[Collected data entries]
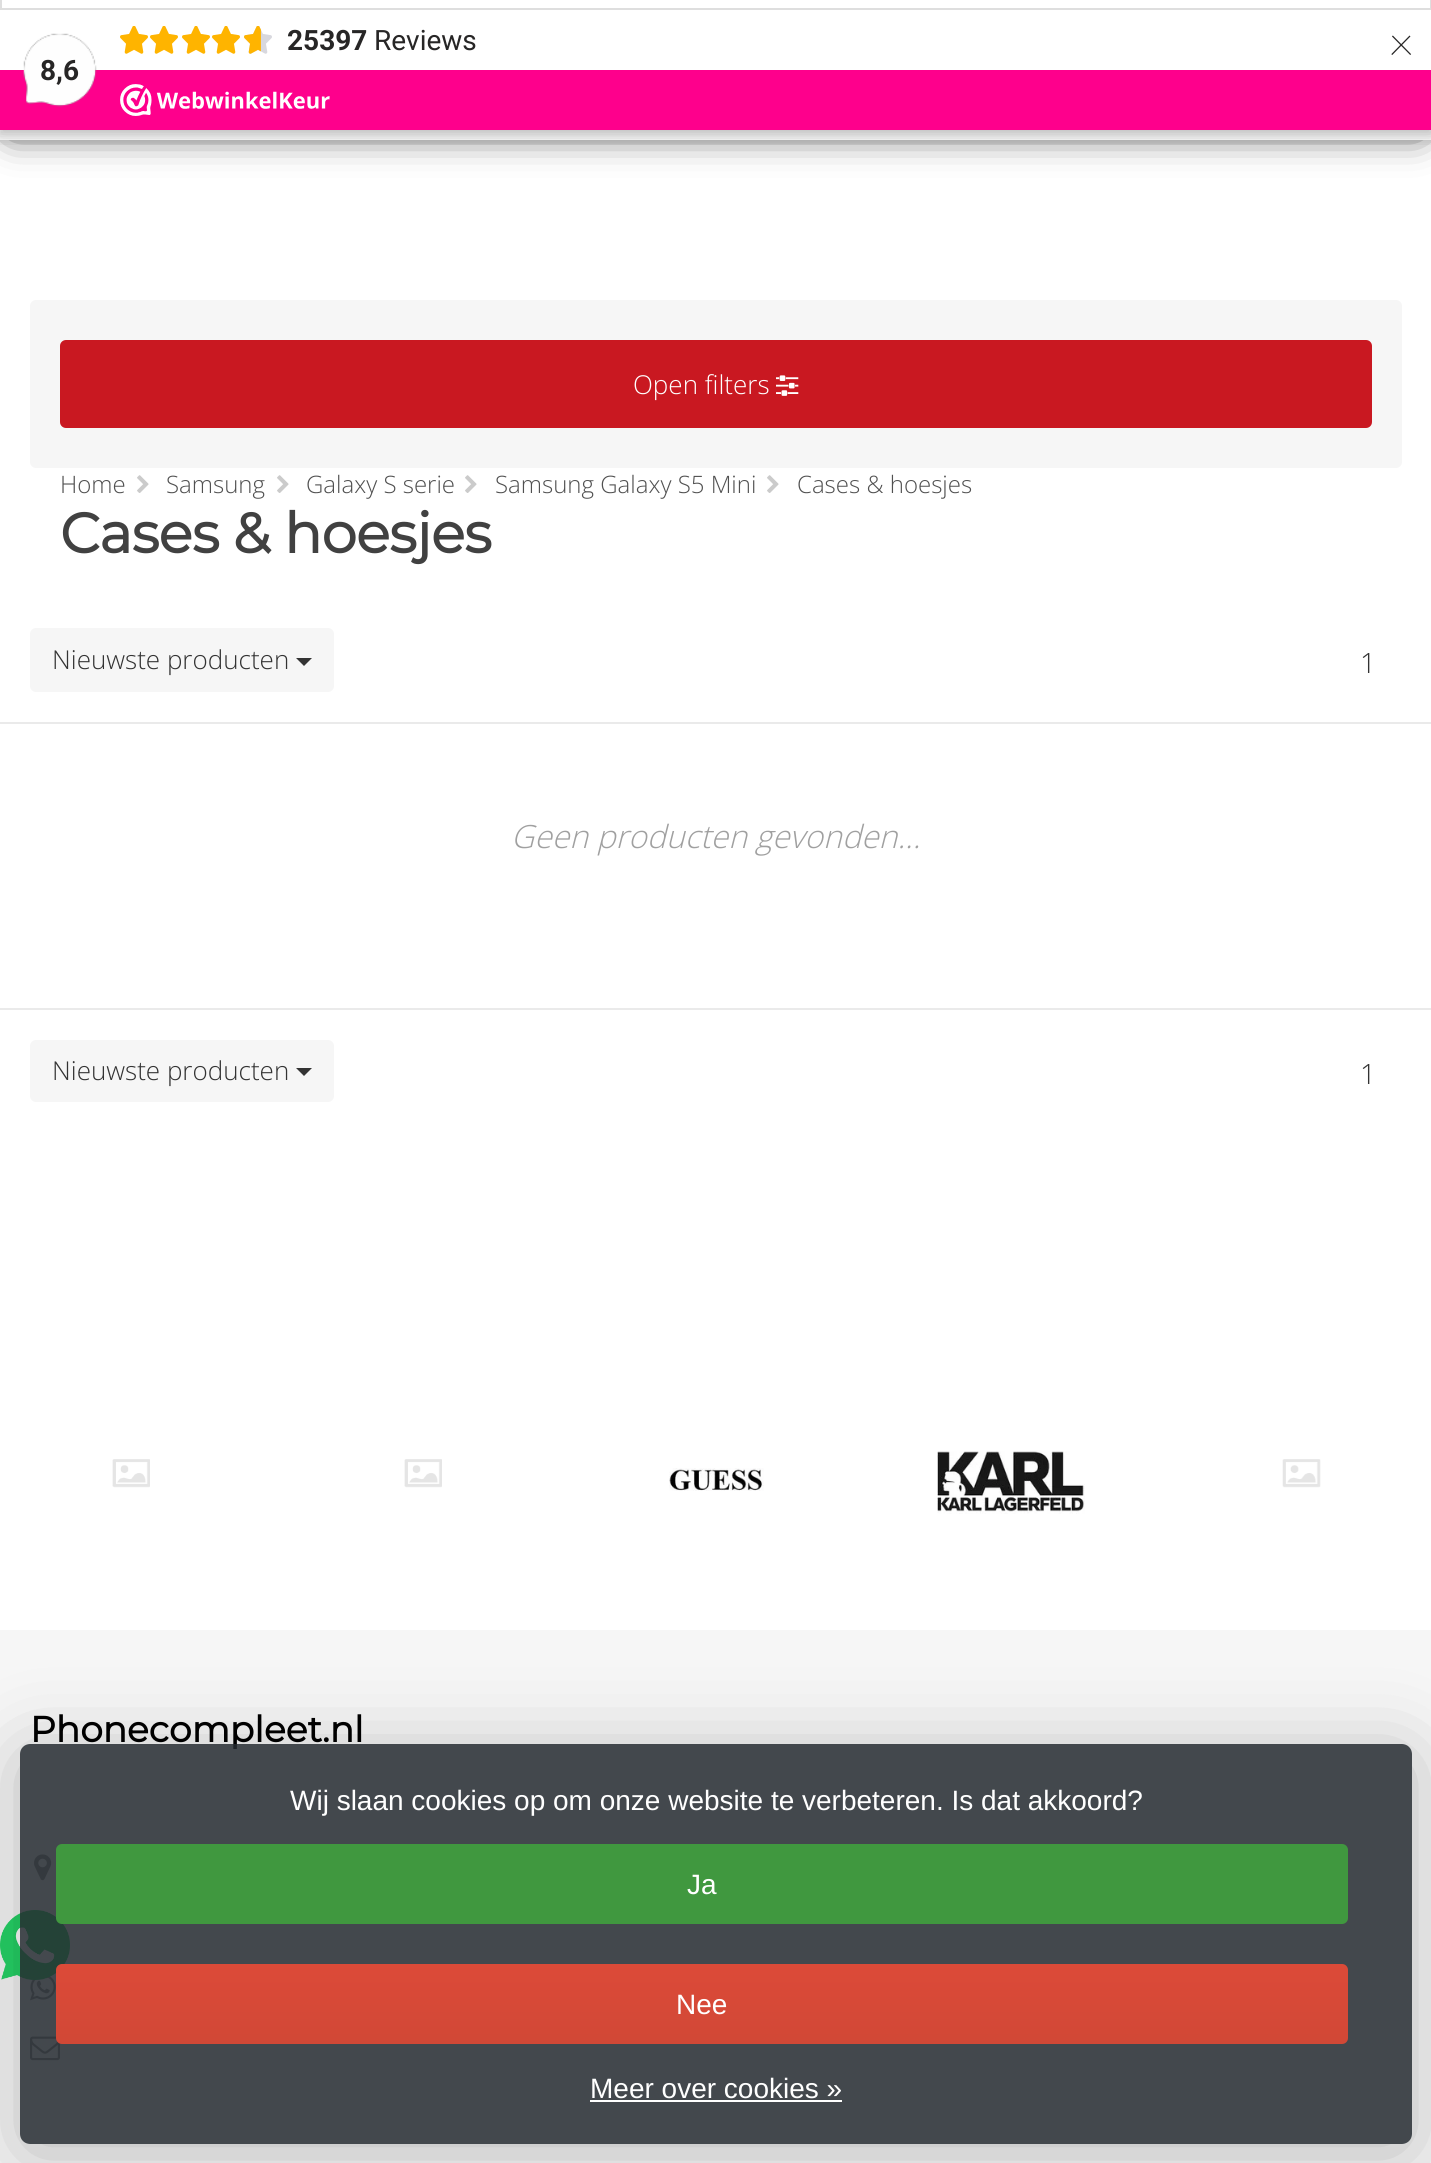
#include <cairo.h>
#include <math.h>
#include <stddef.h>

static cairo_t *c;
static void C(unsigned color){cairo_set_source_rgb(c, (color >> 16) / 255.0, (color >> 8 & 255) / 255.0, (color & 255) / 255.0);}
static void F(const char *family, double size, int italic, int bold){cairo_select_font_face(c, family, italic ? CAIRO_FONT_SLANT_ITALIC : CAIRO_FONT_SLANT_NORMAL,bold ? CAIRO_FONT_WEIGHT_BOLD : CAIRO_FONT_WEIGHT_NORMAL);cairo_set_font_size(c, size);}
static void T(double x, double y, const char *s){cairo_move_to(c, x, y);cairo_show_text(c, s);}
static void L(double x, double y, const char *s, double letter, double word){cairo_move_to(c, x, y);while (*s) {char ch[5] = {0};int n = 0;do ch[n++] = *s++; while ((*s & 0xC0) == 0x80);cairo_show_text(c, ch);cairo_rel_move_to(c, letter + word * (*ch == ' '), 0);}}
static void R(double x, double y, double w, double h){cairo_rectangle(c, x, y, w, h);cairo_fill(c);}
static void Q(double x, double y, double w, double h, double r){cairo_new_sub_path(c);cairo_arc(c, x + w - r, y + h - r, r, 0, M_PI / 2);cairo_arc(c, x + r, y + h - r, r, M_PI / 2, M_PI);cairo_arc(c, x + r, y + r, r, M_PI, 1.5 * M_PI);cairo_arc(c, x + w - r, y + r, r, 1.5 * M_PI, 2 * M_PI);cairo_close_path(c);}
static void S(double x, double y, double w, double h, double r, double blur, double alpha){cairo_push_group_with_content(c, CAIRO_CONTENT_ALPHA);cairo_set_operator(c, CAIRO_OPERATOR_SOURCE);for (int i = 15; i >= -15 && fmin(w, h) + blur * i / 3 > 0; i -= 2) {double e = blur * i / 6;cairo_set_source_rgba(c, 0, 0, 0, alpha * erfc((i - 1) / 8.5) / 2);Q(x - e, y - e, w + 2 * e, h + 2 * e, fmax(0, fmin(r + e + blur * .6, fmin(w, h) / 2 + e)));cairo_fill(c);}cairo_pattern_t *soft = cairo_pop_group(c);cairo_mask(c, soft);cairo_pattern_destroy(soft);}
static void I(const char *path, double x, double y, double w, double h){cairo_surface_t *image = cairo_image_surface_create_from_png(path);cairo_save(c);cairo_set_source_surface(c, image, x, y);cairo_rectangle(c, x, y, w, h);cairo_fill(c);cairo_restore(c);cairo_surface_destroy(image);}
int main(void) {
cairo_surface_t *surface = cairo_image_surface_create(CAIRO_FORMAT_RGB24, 1431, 2163);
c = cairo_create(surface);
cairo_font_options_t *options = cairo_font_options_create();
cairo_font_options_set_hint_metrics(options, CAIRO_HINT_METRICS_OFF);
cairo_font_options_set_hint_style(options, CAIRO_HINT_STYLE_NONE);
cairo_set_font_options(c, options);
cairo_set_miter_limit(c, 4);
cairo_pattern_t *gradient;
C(0xffffff);
cairo_paint(c);
C(0x000000);
S(12,12,1408,116,0,20,1);
C(0xffffff);
R(0,130,1431,10);
C(0x000000);
S(-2,-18,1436,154,0,6,.15);
C(0xffffff);
R(0,10,1431,60);
cairo_save(c);
cairo_rectangle(c,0,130,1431,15);
cairo_clip(c);
C(0x000000);
S(0,14,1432,120,0,10,.15);
cairo_restore(c);
cairo_rectangle(c,1,-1,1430,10);
cairo_fill_preserve(c);
C(0xdedede);
cairo_stroke(c);
I("1.png",120,26,28,28);
I("1.png",150,26,28,28);
I("1.png",182,26,28,28);
I("1.png",212,26,28,28);
I("2.png",244,26,28,28);
I("3.png",244,26,17,28);
F("Roboto",28,0,1);
C(0x272626);
T(287,50,"25397");
F("Roboto",28,0,0);
T(374,50,"Reviews");
F("Roboto Thin",48,0,0);
T(1389,55,"×");
C(0xfe008c);
R(0,70,1431,60);
I("4.png",23,33,74,74);
F("Roboto",28,0,1);
C(0x272626);
T(40,80,"8,6");
I("5.png",120,84,210,32);
C(0xf6f6f6);
Q(30,300,1372,168,6);
cairo_fill(c);
C(0xc91821);
Q(60,340,1312,88,6);
cairo_fill(c);
F("Open Sans Light",26,0,0);
C(0xffffff);
T(633,394,"Open filters");
I("6.png",776,375,23,21);
F("Open Sans Light",24,0,0);
C(0x505050);
T(60,493,"Home");
I("7.png",137,475,12,18);
T(166,493,"Samsung");
I("7.png",277,475,12,18);
T(306,493,"Galaxy S serie");
I("7.png",465,475,12,18);
T(495,493,"Samsung Galaxy S5 Mini");
I("7.png",767,475,12,18);
T(797,493,"Cases & hoesjes");
F("Montserrat",56,0,1);
C(0x414141);
L(60,553,"Cases & hoesjes",-.5,0);
C(0xf6f6f6);
Q(30,628,304,64,6);
cairo_fill(c);
F("Open Sans Light",26,0,0);
C(0x333333);
T(52,669,"Nieuwste producten");
cairo_new_path(c);
cairo_move_to(c,296,658);
cairo_line_to(c,312,658);
cairo_line_to(c,304,666);
cairo_close_path(c);
cairo_fill(c);
F("Open Sans Light",28,0,0);
T(1360,673,"1");
C(0xeaeaea);
R(0,722,1431,2);
F("Open Sans Light",32,1,0);
C(0xa0a0a0);
T(511,848,"Geen producten gevonden...");
C(0xeaeaea);
R(0,1008,1431,2);
C(0xf6f6f6);
Q(30,1040,304,62,6);
cairo_fill(c);
F("Open Sans Light",26,0,0);
C(0x333333);
T(52,1080,"Nieuwste producten");
cairo_new_path(c);
cairo_move_to(c,296,1068);
cairo_line_to(c,312,1068);
cairo_line_to(c,304,1076);
cairo_close_path(c);
cairo_fill(c);
F("Open Sans Light",28,0,0);
T(1360,1084,"1");
I("8.png",112,1459,38,29);
I("8.png",404,1459,38,29);
I("9.png",669,1468,95,23);
I("10.png",937,1451,148,63);
I("11.png",1282,1459,39,29);
C(0xf6f6f6);
R(0,1630,1431,533);
F("Montserrat",36,0,1);
C(0x000000);
T(30,1742,"Phonecompleet.nl");
I("12.png",34,1854,18,27);
I("13.png",30,1976,26,25);
I("14.png",30,2036,30,25);
I("15.png",0,1910,70,70);
cairo_save(c);
cairo_set_fill_rule(c,CAIRO_FILL_RULE_EVEN_ODD);
cairo_new_path(c);
cairo_move_to(c,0,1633);
cairo_line_to(c,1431,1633);
cairo_line_to(c,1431,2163);
cairo_line_to(c,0,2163);
cairo_close_path(c);
cairo_move_to(c,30,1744);
cairo_line_to(c,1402,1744);
cairo_curve_to(c,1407.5,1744,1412,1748.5,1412,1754);
cairo_line_to(c,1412,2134);
cairo_curve_to(c,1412,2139.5,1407.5,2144,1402,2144);
cairo_line_to(c,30,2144);
cairo_curve_to(c,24.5,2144,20,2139.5,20,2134);
cairo_line_to(c,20,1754);
cairo_curve_to(c,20,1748.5,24.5,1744,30,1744);
cairo_close_path(c);
cairo_clip(c);
C(0x000000);
S(20,1754,1392,400,10,40,.25);
cairo_restore(c);
cairo_set_source_rgba(c,0.141,0.165,0.188,0.85);
Q(20,1744,1392,400,10);
cairo_fill(c);
F("Liberation Sans",28,0,0);
C(0xffffff);
T(290,1810,"Wij slaan cookies op om onze website te verbeteren. Is dat akkoord?");
C(0x40983f);
Q(56,1844,1292,80,6);
cairo_fill(c);
C(0xffffff);
T(687,1894,"Ja");
gradient = cairo_pattern_create_linear(702,1964,702,2044);
cairo_pattern_add_color_stop_rgba(gradient,0,0.863,0.29,0.22,1);
cairo_pattern_add_color_stop_rgba(gradient,1,0.82,0.282,0.212,1);
cairo_set_source(c,gradient);
cairo_pattern_destroy(gradient);
Q(56,1964,1292,80,6);
cairo_fill(c);
C(0xffffff);
T(676,2014,"Nee");
T(590,2098,"Meer over cookies »");
R(590,2100,252,2);
cairo_surface_write_to_png(surface, "o.png");
cairo_font_options_destroy(options);
cairo_destroy(c);
cairo_surface_destroy(surface);
return 0;
}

▶ **What you will do**
Search the entries above for the string "include", and report each line where it occurs.

▶ **Your solution**
#include <cairo.h>
#include <math.h>
#include <stddef.h>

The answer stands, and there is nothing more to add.